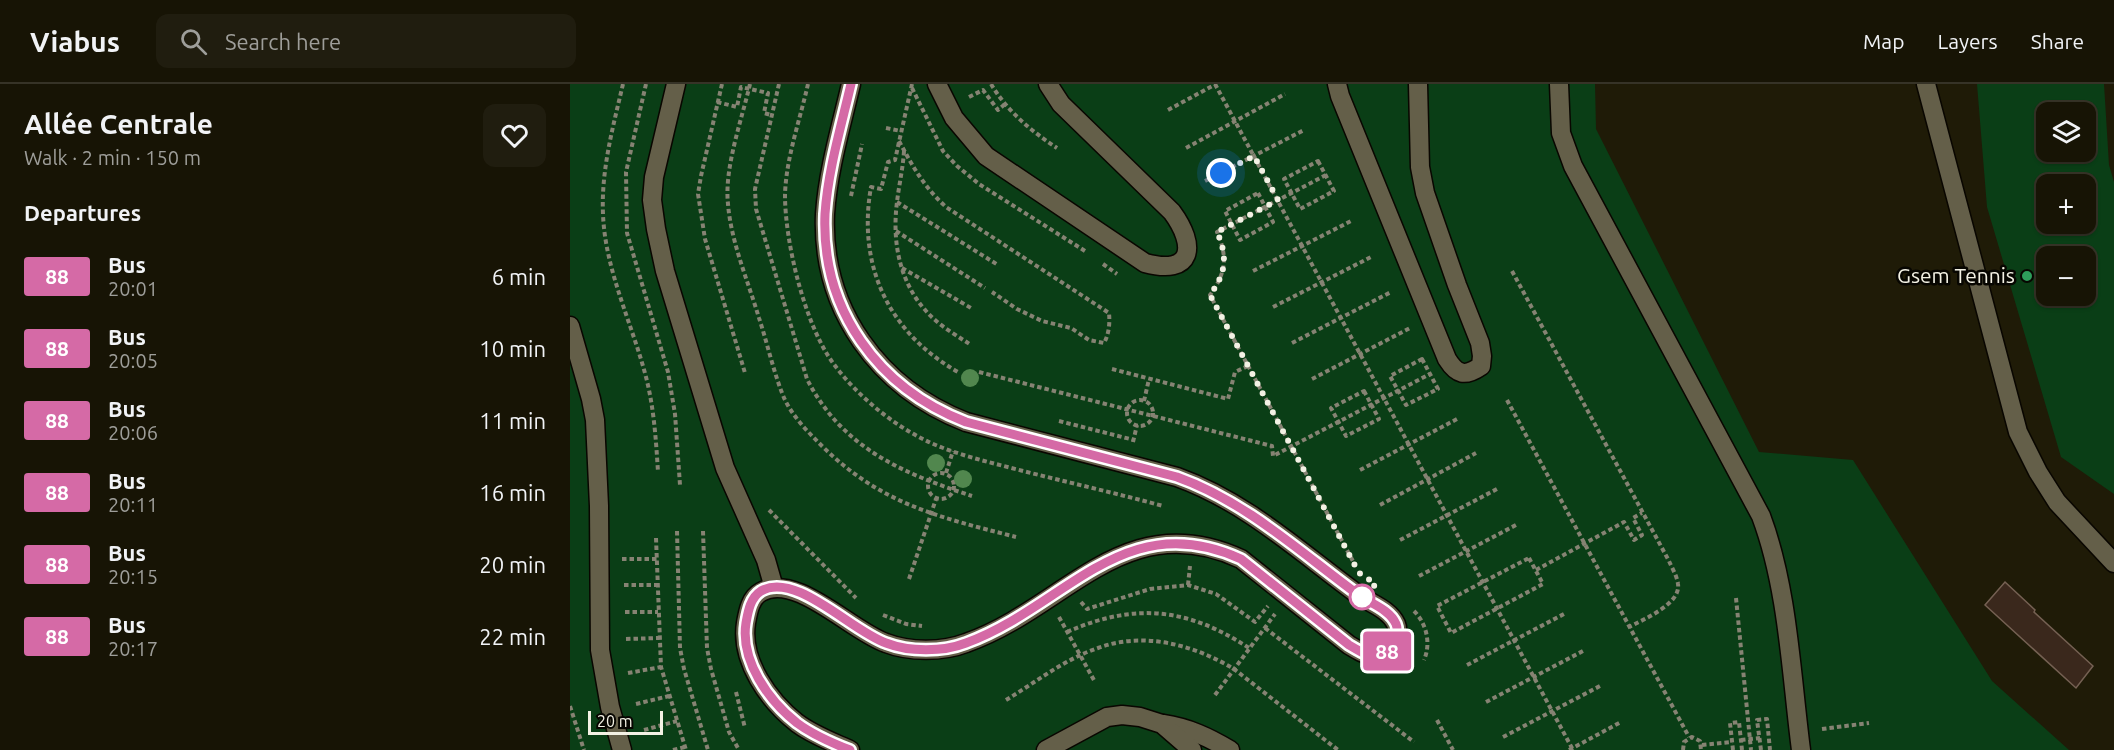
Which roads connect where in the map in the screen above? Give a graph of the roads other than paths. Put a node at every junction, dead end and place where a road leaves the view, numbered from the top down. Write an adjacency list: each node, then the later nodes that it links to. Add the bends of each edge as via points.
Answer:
1 (676, 84): 11 (street, via 654,177 656,229 665,272 725,468 766,560)
2 (851, 84): 11 (street, via 829,179 826,252 845,315 872,357 892,378 939,412 1196,484 1281,534 1389,614 1397,625 1397,638 1394,646 1378,656 1366,655 1241,559 1211,547 1175,543 1124,553 992,632 964,644 938,649 887,644 798,590)
3 (937, 84): 4 (street, via 954,118 986,156 1145,263 1176,265 1189,245 1183,227 1061,104)
4 (1048, 84)
5 (1337, 84): 6 (street, via 1447,359 1454,370 1472,372 1481,366 1480,343 1434,221 1420,167)
6 (1418, 84)
7 (1559, 84): 18 (street, via 1562,133 1573,166 1761,516 1771,543 1779,575)
8 (1926, 84): 10 (street, via 2018,432 2057,502)
9 (570, 326): 13 (street, via 595,420 600,650)
10 (2114, 563)
11 (774, 588): 14 (street, via 761,591 748,610 746,645 760,681 798,724)
12 (1162, 724): 15 (street, via 1140,717 1107,717); 16 (street); 17 (street, via 1185,727)
13 (622, 750)
14 (850, 750)
15 (1046, 750)
16 (1192, 750)
17 (1230, 750)
18 (1801, 750)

(Task brief): The records above should be returned exactly; no image belongs in the copy.

(Solution to the problem):
Which roads connect where in the map in the screen above? Give a graph of the roads other than paths. Put a node at every junction, dead end and place where a road leaves the view, numbered from the top down. Write an adjacency list: each node, then the later nodes that it links to. Add the bends of each edge as via points.
Answer:
1 (676, 84): 11 (street, via 654,177 656,229 665,272 725,468 766,560)
2 (851, 84): 11 (street, via 829,179 826,252 845,315 872,357 892,378 939,412 1196,484 1281,534 1389,614 1397,625 1397,638 1394,646 1378,656 1366,655 1241,559 1211,547 1175,543 1124,553 992,632 964,644 938,649 887,644 798,590)
3 (937, 84): 4 (street, via 954,118 986,156 1145,263 1176,265 1189,245 1183,227 1061,104)
4 (1048, 84)
5 (1337, 84): 6 (street, via 1447,359 1454,370 1472,372 1481,366 1480,343 1434,221 1420,167)
6 (1418, 84)
7 (1559, 84): 18 (street, via 1562,133 1573,166 1761,516 1771,543 1779,575)
8 (1926, 84): 10 (street, via 2018,432 2057,502)
9 (570, 326): 13 (street, via 595,420 600,650)
10 (2114, 563)
11 (774, 588): 14 (street, via 761,591 748,610 746,645 760,681 798,724)
12 (1162, 724): 15 (street, via 1140,717 1107,717); 16 (street); 17 (street, via 1185,727)
13 (622, 750)
14 (850, 750)
15 (1046, 750)
16 (1192, 750)
17 (1230, 750)
18 (1801, 750)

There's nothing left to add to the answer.